Association’s entry to capital markets cements shift in housing finance
Hyde sets its sights on £200m bond deal
The amount of money raised by housing associations on the bond markets in the past six months is set to soar to £1.1 billion.
Hyde Group plans to enter the bond market after Moody’s Investors Service assigned the housing association an Aa2 credit rating last week. The rating signals to potential investors that the association is a safe investment with low risk of failure.
If it raises the £200 million anticipated it would push the amount raised through capital markets since July 2009 to £1.1 billion. The firm’s statement of intent follows January’s news that London & Quadrant had raised £300 million with the sector’s largest ever bond deal.
Ray Christopher, director of tax and treasury at Hyde, said any bond would have to be in the £200 million bracket in order to attract sufficient appetite from investors.
‘We applied for a credit rating last year with a view to tapping the bond markets so phase one of our plan is complete,’ he added. ‘We are well capitalised so can dip into the market when the conditions suit us and will use the cash for refinancing and for our development programme.’
The increasing number of high profile bond deals confirms a shift in approach to finance from housing associations.

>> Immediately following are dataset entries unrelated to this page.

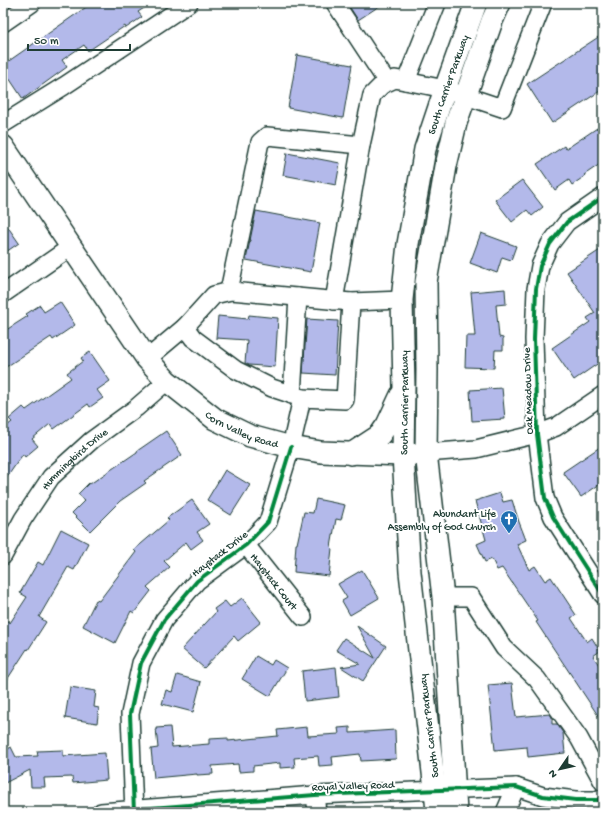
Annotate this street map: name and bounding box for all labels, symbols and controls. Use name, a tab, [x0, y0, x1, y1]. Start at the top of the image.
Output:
scale bar	[28, 26, 130, 52]
street label: South Carrier Parkway	[426, 33, 472, 136]
text: 50 m	[34, 35, 59, 49]
street label: Oak Meadow Drive	[521, 347, 537, 435]
street label: South Carrier Parkway	[399, 350, 412, 455]
street label: Corn Valley Road	[202, 410, 281, 452]
street label: Hummingbird Drive	[40, 426, 111, 493]
place label: Abundant Life Assembly of God Church	[388, 508, 496, 534]
church icon: Abundant Life Assembly of God Church	[499, 509, 519, 534]
street label: Haystack Drive	[190, 529, 251, 580]
street label: Haystack Court	[247, 552, 300, 614]
street label: South Carrier Parkway	[418, 673, 442, 778]
north arrow	[540, 749, 580, 789]
text: N	[546, 767, 560, 780]
street label: Royal Valley Road	[311, 780, 396, 794]

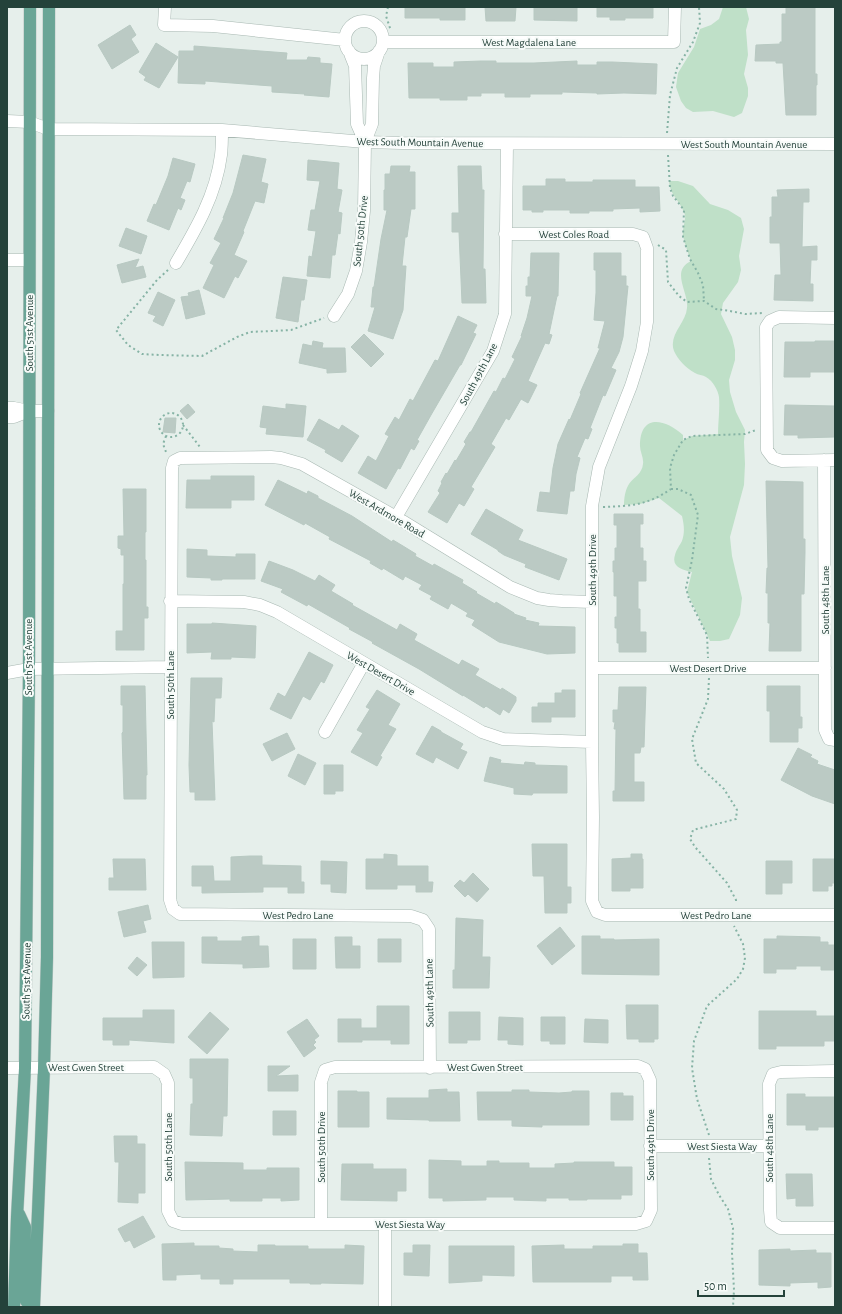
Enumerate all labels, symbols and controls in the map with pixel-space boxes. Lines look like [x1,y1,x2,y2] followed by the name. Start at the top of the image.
[482,37,576,48] street label: West Magdalena Lane
[357,136,483,149] street label: West South Mountain Avenue
[681,139,807,150] street label: West South Mountain Avenue
[351,195,370,267] street label: South 50th Drive
[539,229,609,240] street label: West Coles Road
[24,295,35,371] street label: South 51st Avenue
[457,341,499,407] street label: South 49th Lane
[347,487,427,540] street label: West Ardmore Road
[587,534,598,606] street label: South 49th Drive
[820,566,831,634] street label: South 48th Lane
[23,619,34,695] street label: South 51st Avenue
[345,649,417,697] street label: West Desert Drive
[165,651,176,719] street label: South 50th Lane
[670,663,746,674] street label: West Desert Drive
[263,910,333,921] street label: West Pedro Lane
[681,910,751,921] street label: West Pedro Lane
[20,942,33,1020] street label: South 51st Avenue
[423,958,436,1027] street label: South 49th Lane
[48,1062,124,1073] street label: West Gwen Street
[447,1062,523,1073] street label: West Gwen Street
[645,1109,656,1181] street label: South 49th Drive
[316,1111,327,1183] street label: South 50th Drive
[163,1113,174,1181] street label: South 50th Lane
[764,1114,775,1182] street label: South 48th Lane
[687,1141,757,1152] street label: West Siesta Way
[375,1219,445,1230] street label: West Siesta Way
[698,1272,784,1298] scale bar
[704,1280,727,1292] text: 50 m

In a report commissioned last year by Inside Housing publisher Ocean Media Group, public sector advisory firm Tribal predicted traditional bank lending maturities will shorten in the sector, with housing associations turning to the bond market for long-term finance.
Speaking at the British Property Federation annual housing conference last week, Mike Jones, a consultant at Tribal, said: ‘Shorter bank maturities mean that associations which do not access the bond market will be taking a refinancing risk as most social landlords run 30-year business plans.’